EPDT: Nano-scale Light Emitting Diode on Silicon Cantilever for Near-field Microscopy of Nanovectors Biodistribution in Tissues and Living Cells

EPDT：硅悬臂梁上的纳米级发光二极管，用于组织和活细胞中纳米载体生物分布的近场显微镜检查

• 批准号: 0725886
• 负责人: Xiaojing Zhang
• 金额: $ 30万
• 依托单位: University of Texas at Austin
• 依托单位国家: 美国
• 项目类别: Standard Grant
• 财政年份: 2007
• 资助国家: 美国
• 起止时间: 2007-08-15 至 2011-07-31
• 项目状态: 已结题
• 来源: https://www.nsf.gov/awardsearch/showAward?AWD_ID=0725886&HistoricalAwards=false
• 关键词: EPDT; Nano; scale; Light; Emitting

The objective of this research is to characterize the distribution of multi-stage combinatorial directed nanovectors in tissues and living cells for tumor characterization and destruction. The approach is to develop a novel near-field scanning probe with sub-diffraction-limit resolution by directly fabricating nanometer sized light source on patterned silicon probe tip, and to use the probe to identify the molecular signatures of breast tumors.Intellectual Merit: The key technology involves using patterned SOI wafer to create a nanoscale light source on the tip of a MEMS fabricated probe. The light source will be made between a pair of silicon electrodes located on the tip, through electrostatically trapping semiconductor nanoparticles (CdSe/ZnS). The expected optical aperture size is ~10 nm, an order of magnitude reduction from that of an advanced NSOM, which enables high resolution imaging of multimolecular complexes on living cells. The self-illuminating scanning probe can be batch fabricated in an array format, with the potential for electronics integration. Broader Impacts: The proposed architecture will be extendable to imaging the development mechanics of other sub-cellular structures. Understanding development at cellular level is essential for understanding of human diseases caused by defects and errors in development and differentiation pathways. A Texas-wide interdisciplinary collaboration in biomedical engineering research and education has recently been initiated. This proposal reflects the inter-institutional goal to conduct cutting-edge research to advance the field of micro-nano scale photonics and MEMS for novel biomedical imaging, to provide outstanding teaching for students, and to attract minority especially Hispanic students into engineering professions.

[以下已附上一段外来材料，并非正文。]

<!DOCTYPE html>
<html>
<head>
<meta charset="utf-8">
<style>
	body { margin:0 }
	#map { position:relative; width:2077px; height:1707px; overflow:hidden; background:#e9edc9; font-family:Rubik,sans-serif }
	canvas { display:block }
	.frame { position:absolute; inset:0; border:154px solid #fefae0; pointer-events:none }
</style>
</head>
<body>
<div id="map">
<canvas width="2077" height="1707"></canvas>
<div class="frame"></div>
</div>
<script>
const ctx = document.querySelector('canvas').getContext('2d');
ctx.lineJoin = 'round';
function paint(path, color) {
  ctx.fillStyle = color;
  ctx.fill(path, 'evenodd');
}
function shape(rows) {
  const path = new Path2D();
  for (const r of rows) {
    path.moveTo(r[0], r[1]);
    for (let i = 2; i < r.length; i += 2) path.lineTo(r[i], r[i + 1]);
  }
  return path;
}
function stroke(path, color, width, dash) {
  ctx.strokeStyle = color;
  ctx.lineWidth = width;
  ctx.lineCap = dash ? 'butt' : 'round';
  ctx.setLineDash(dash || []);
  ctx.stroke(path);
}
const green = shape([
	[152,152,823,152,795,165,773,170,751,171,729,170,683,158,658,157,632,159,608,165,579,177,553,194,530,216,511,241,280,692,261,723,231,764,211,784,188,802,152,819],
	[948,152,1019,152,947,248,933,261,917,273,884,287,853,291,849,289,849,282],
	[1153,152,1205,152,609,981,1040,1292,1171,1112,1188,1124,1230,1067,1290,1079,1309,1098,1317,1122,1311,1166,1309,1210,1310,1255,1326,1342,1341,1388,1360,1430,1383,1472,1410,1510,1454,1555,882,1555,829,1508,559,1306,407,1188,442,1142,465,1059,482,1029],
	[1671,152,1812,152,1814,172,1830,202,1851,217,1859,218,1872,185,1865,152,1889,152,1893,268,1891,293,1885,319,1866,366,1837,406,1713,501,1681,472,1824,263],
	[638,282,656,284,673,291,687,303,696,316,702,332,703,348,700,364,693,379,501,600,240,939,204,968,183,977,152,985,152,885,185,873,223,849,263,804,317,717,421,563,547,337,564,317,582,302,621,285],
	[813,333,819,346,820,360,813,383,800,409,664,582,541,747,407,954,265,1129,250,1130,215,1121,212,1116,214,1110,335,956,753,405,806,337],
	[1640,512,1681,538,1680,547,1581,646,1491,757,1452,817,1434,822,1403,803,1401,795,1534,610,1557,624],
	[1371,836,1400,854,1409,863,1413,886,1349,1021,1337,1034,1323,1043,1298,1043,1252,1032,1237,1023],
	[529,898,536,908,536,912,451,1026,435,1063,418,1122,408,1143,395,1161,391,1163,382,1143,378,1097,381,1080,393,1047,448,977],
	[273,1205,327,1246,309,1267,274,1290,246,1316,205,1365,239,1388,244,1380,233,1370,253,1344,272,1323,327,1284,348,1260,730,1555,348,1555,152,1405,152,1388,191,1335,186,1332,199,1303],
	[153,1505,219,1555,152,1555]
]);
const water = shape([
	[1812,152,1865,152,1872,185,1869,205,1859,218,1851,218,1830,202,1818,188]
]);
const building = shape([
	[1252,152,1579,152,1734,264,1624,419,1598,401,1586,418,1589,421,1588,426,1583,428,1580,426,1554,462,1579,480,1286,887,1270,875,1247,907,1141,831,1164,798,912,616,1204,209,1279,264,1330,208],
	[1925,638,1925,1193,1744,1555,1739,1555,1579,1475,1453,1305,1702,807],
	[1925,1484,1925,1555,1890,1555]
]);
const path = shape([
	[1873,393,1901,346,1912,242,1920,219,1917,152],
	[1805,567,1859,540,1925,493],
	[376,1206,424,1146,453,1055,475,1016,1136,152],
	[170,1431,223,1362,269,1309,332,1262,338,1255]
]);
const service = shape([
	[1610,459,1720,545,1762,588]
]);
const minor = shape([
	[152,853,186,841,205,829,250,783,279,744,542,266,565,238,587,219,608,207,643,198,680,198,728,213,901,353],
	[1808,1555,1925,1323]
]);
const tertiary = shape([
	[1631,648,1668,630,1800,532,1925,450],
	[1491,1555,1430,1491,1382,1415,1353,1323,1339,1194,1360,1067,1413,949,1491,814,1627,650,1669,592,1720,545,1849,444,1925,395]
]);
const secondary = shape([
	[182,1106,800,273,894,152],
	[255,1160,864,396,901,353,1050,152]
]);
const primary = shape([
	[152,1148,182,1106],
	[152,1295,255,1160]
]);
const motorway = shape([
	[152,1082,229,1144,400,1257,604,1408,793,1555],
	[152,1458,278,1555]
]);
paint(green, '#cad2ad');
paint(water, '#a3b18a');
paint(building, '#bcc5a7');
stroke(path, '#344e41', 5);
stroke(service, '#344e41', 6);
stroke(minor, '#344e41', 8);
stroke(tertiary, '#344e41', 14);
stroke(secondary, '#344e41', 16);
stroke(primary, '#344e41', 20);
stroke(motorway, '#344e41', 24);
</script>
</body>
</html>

这项研究的目的是表征组织和活细胞中多阶段组合定向的纳米分离器的分布，以进行肿瘤的表征和破坏。该方法是通过直接在图案化的硅探针尖端制造纳米大小的光源来开发一种新型的近距离扫描探针，并使用探针来识别乳房肿瘤的分子特征。智能技术优点：使用Patterned Soi wafer创建nanscele Light of Mems fign of Mems tip in Tims tip nip in tip of Mems inte tip nims intimectual。光源将通过静电捕获的半导体纳米颗粒（CDSE/ZNS）之间的一对位于尖端上的硅电极之间制成。预期的光孔径尺寸为〜10 nm，比晚期NSOM的数量级降低，这可以使活细胞上的多分子复合物进行高分辨率成像。可以以阵列格式制造自缩扫描探针，并具有电子积分的潜力。更广泛的影响：所提出的结构将扩展到成像其他亚细胞结构的发展力学。了解细胞水平的发展对于理解由发育和分化途径中的缺陷和错误引起的人类疾病至关重要。最近启动了德克萨斯州生物医学工程研究和教育方面的跨学科合作。该提案反映了进行尖端研究的机构间目标，以推进新型生物医学成像的微纳米量表光子学和MEMS领域，为学生提供出色的教学，并吸引少数群体，尤其是西班牙裔学生进入工程专业。